Peter Flaherty, President of the National Legal and Policy Center (NLPC), today criticized proposals to bailout GM, Chrysler and Ford, arguing that the plans are actually intended to bailout the United Auto Workers (UAW). Flaherty said:
The $700-billion Wall Street bailout was not meant to be a prize for special interest groups that were on the winning side of the election. It is a mistake to use TARP to reward high-tax, non-right to work states like Michigan. It was argued that failure of financial firms posed systemic risk; no such risk exists with the automakers.
The automaker bailout is actually a UAW bailout. The union will not allow companies to deploy capital in ways that the market would dictate such as closing plants and layoffs. That’s why UAW opposed the GM/Chrysler merger and a government role in it.

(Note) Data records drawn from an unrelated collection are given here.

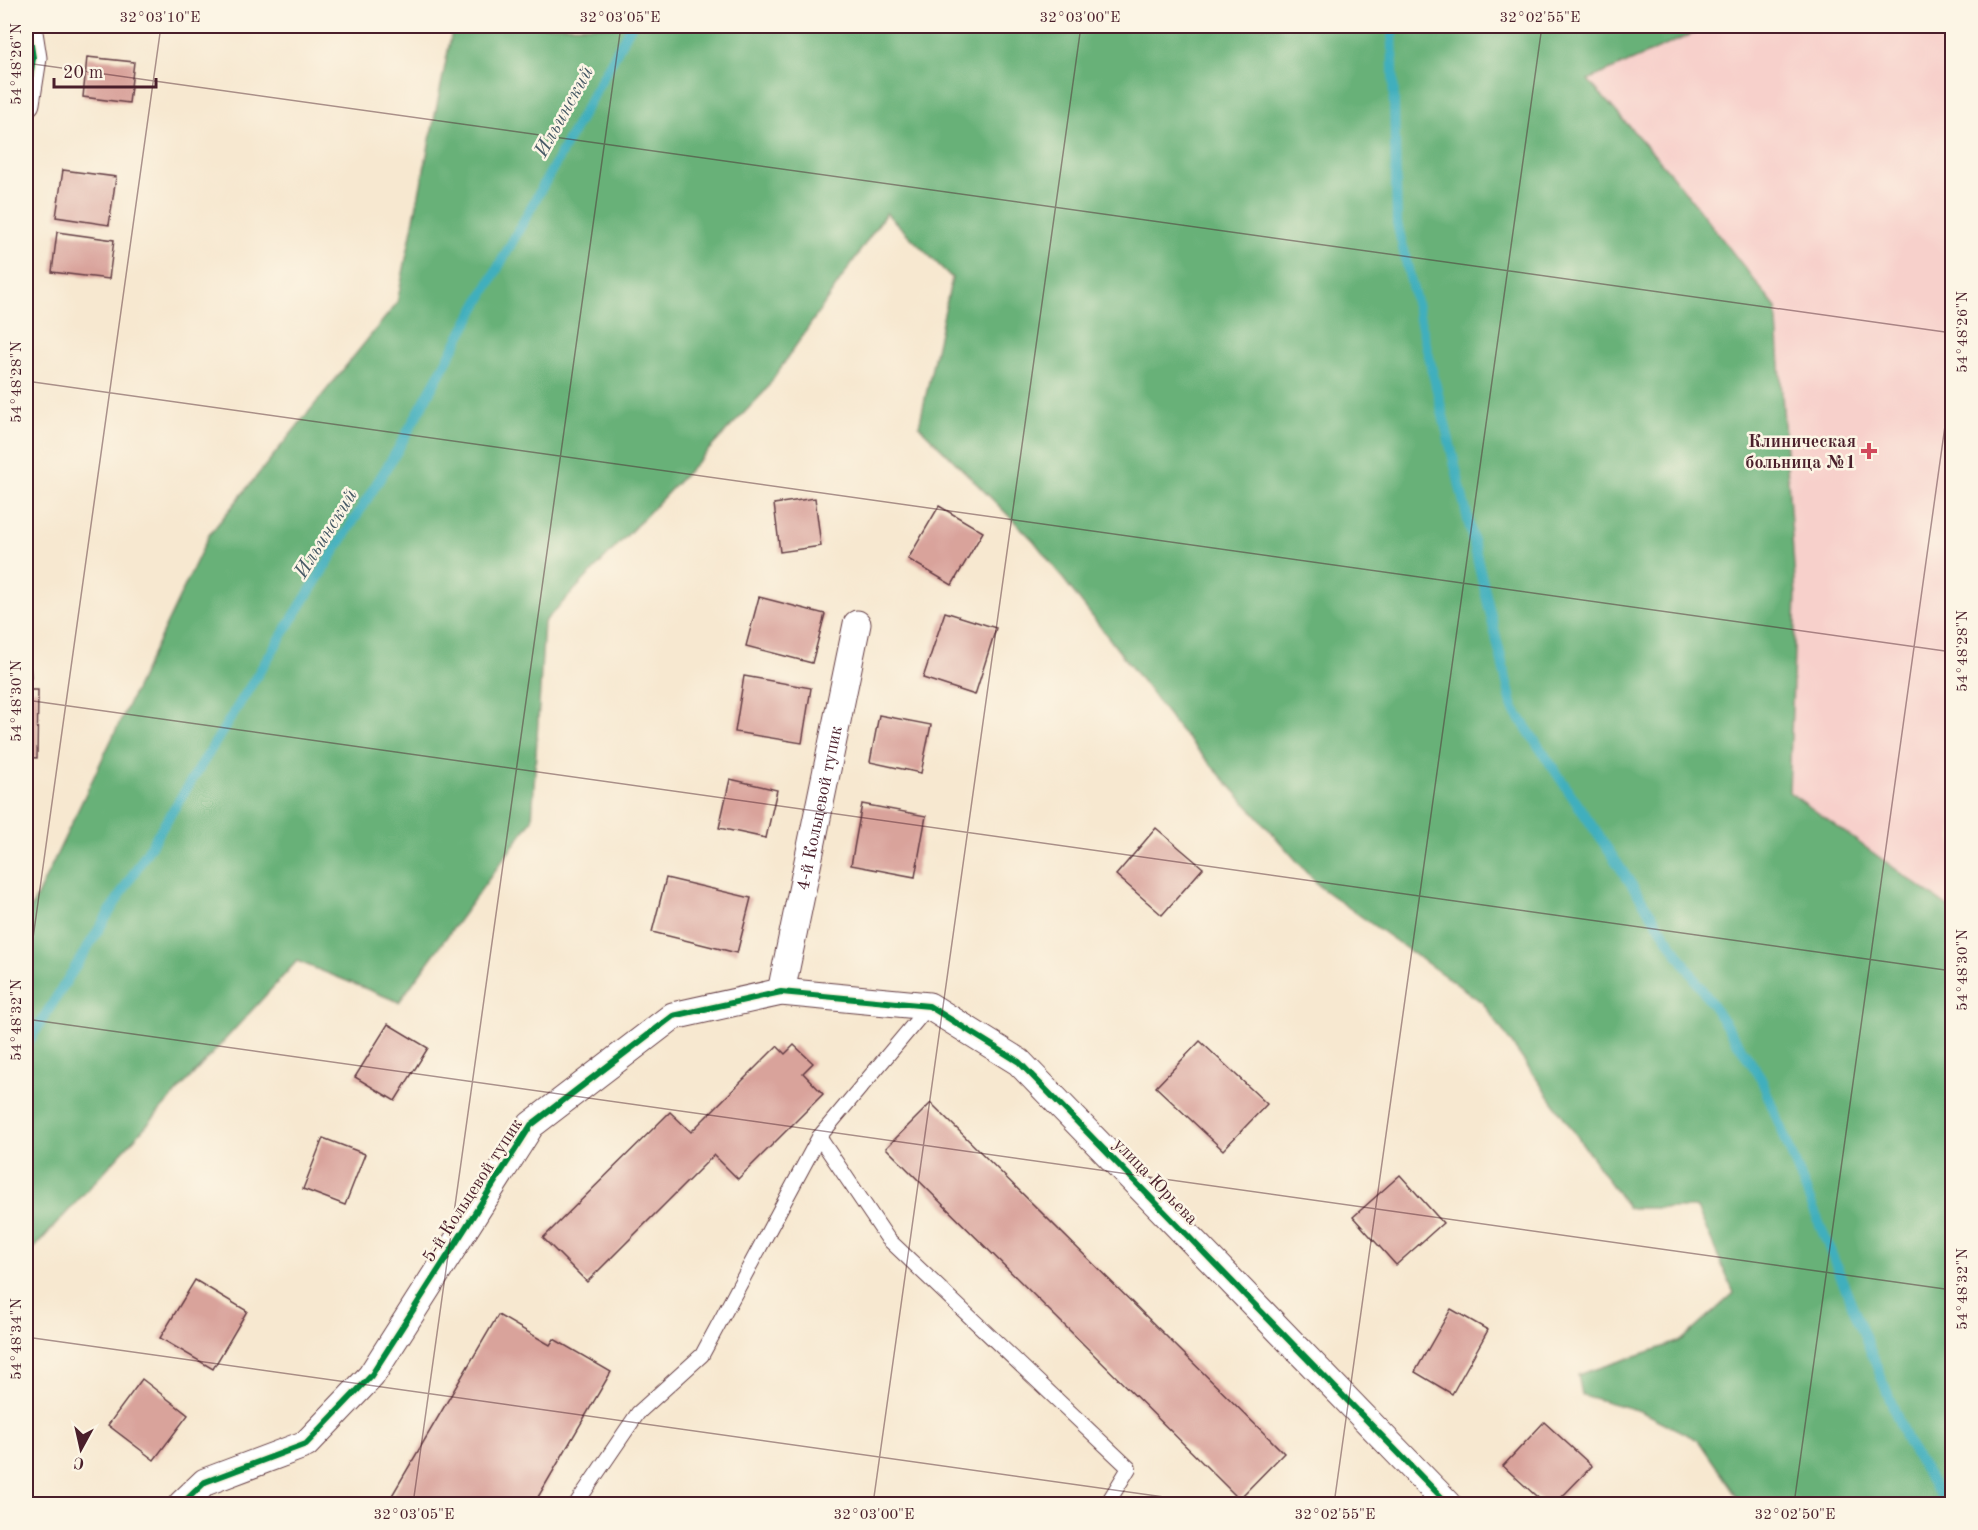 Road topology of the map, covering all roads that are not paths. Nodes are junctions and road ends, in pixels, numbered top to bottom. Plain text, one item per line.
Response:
1 (28, 26) edge
2 (26, 104) edge
3 (857, 624) dead end
4 (781, 992) junction
5 (930, 1006) junction
6 (819, 1137) junction
7 (182, 1504) edge
8 (576, 1504) edge
9 (1107, 1504) edge
10 (1448, 1504) edge

1 - 2 street
3 - 4 street, 4-й Кольцевой тупик
4 - 5 street, улица Юрьева
4 - 7 street, 5-й Кольцевой тупик
5 - 6 lane
5 - 10 street, улица Юрьева
6 - 8 lane
6 - 9 lane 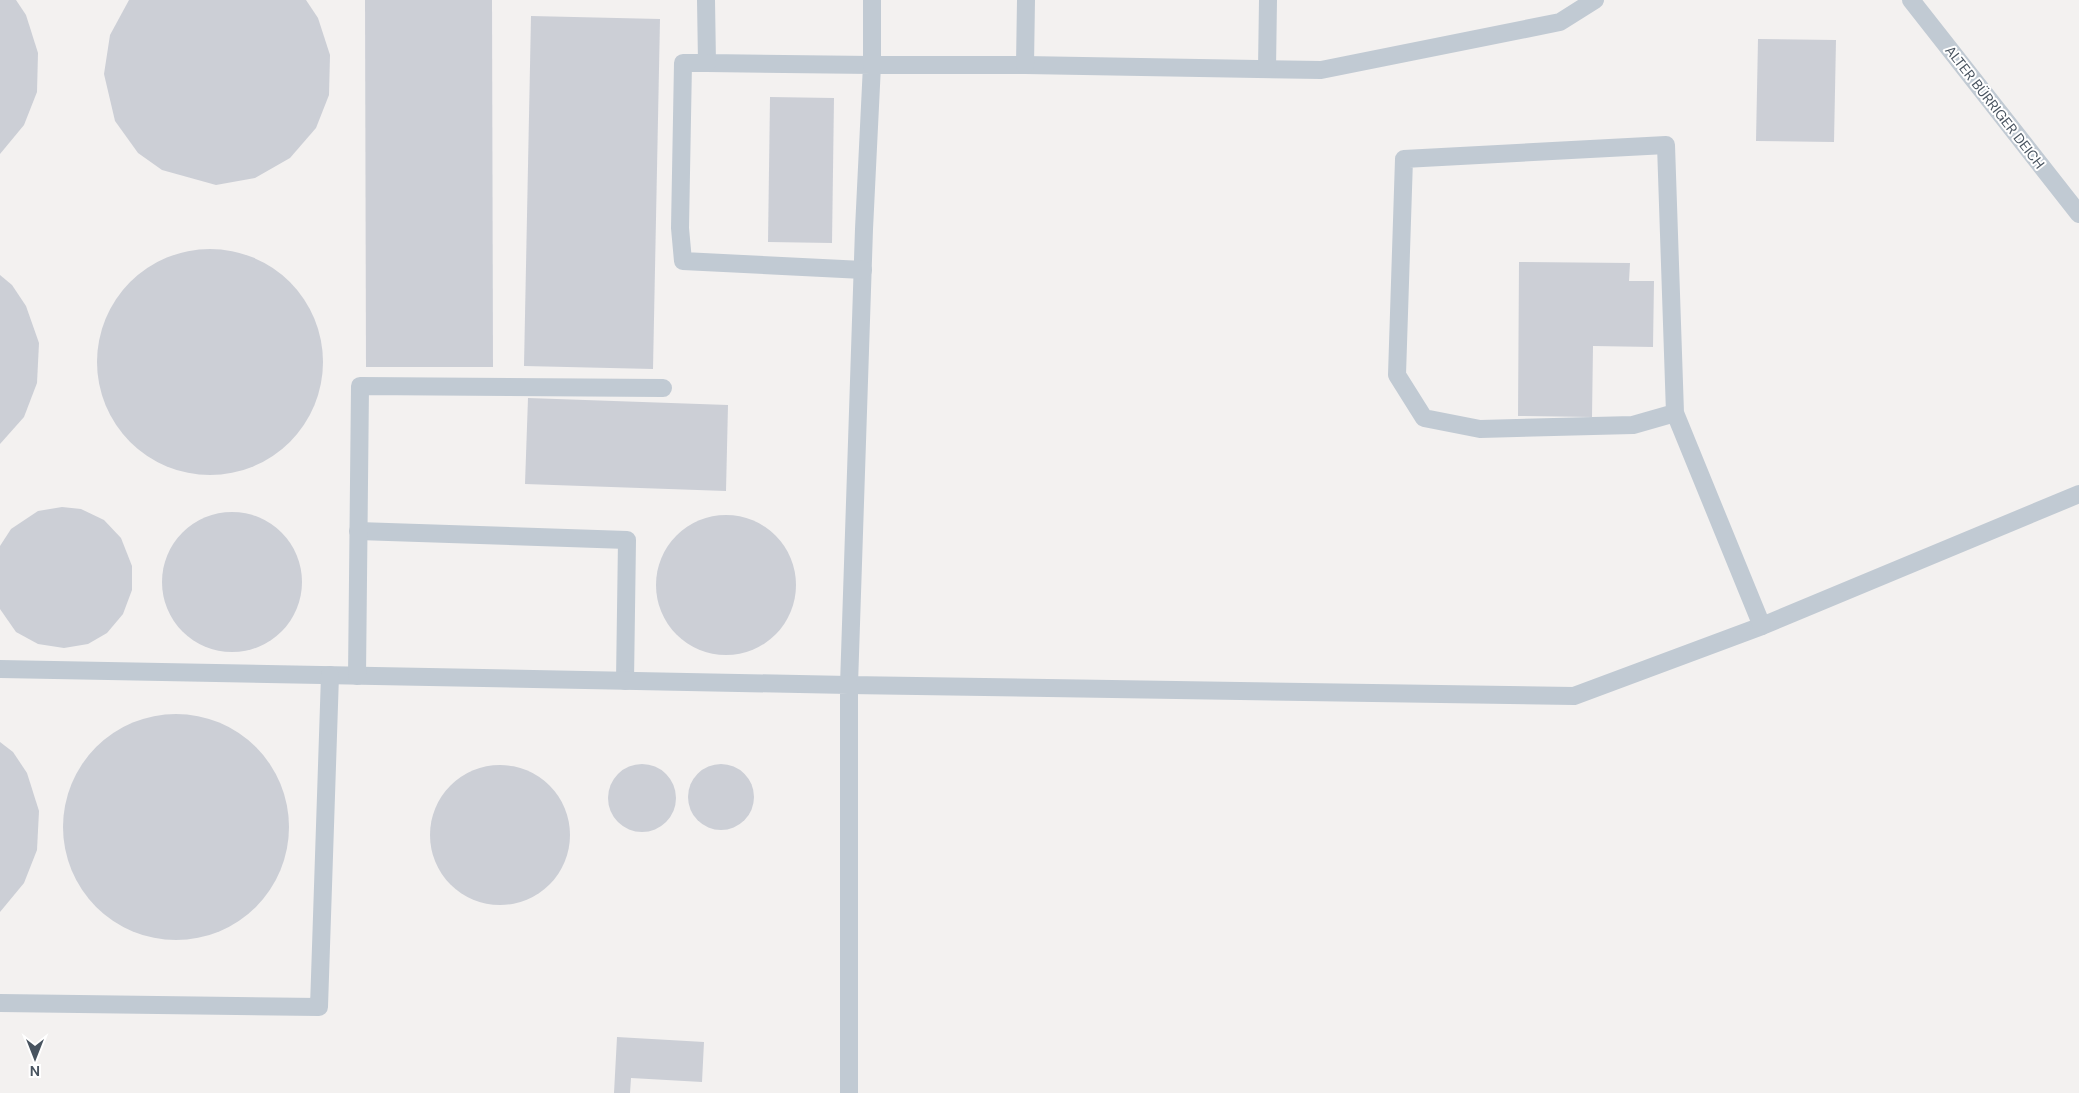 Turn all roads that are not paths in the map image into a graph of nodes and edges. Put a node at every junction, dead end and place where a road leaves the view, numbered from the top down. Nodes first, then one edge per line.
1 (706, 0) edge
2 (872, 0) edge
3 (1026, 0) edge
4 (1268, 0) edge
5 (1595, 0) edge
6 (1911, 0) edge
7 (707, 63) junction
8 (1025, 64) junction
9 (872, 65) junction
10 (1267, 69) junction
11 (2079, 214) edge
12 (863, 270) junction
13 (663, 388) dead end
14 (1675, 413) junction
15 (2079, 494) edge
16 (358, 531) junction
17 (1762, 626) junction
18 (0, 669) edge
19 (330, 675) junction
20 (357, 676) junction
21 (625, 681) junction
22 (850, 685) junction
23 (0, 1003) edge
24 (849, 1093) edge

1 - 7 lane
2 - 9 lane
3 - 8 lane
4 - 10 lane
5 - 10 lane
6 - 11 lane, ALTER BÜRRIGER DEICH
7 - 9 lane
7 - 12 lane
8 - 9 lane
8 - 10 lane
9 - 12 lane
12 - 22 lane
13 - 16 lane
14 - 14 lane
14 - 17 lane
15 - 17 lane
16 - 20 lane
16 - 21 lane
17 - 22 lane
18 - 19 lane
19 - 20 lane
19 - 23 lane
20 - 21 lane
21 - 22 lane
22 - 24 lane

UAW wants to instead enrich health and retirement plans they control, like the $35 billion GM VEBA (Voluntary Employee Beneficial Association). GM is scheduled to make a $7 billion payment in 2010. These entities will survive the collapse of the companies. Union boss control of all this money will not protect worker benefits, but will only guarantee another generation of union corruption and political power.
Obama has a dilemma. It he provides a short-term fix now on the UAW’s terms, these companies are doomed. Later, he will face requests for even more taxpayer money. A so-called bridge loan would be more like a bridge to nowhere loan.
The automakers’ biggest problem is union contracts. The price of equity shares go down when overvalued, but contracts stay the same. To subsidize these contracts is unfair to other automakers operating in the United States. Yes, they are foreign companies but they have assembly plants here.
It was foreign companies that brought hybrids to market. Nancy Pelosi and Harry Reid cannot design cars any better than they can run Congress. The loan program for retooling is nothing more than industrial policy, a discredited remnant of the 20th century.
If the purpose is to save jobs, then automakers are nothing more than jobs programs. There are more efficient ways to create jobs, like cutting taxes. END STATEMENT
NLPC promotes ethics in public life and sponsors the Organized Labor Accountability Project. Since 1997, NLPC has published a newsletter titled Union Corruption Update twice a month.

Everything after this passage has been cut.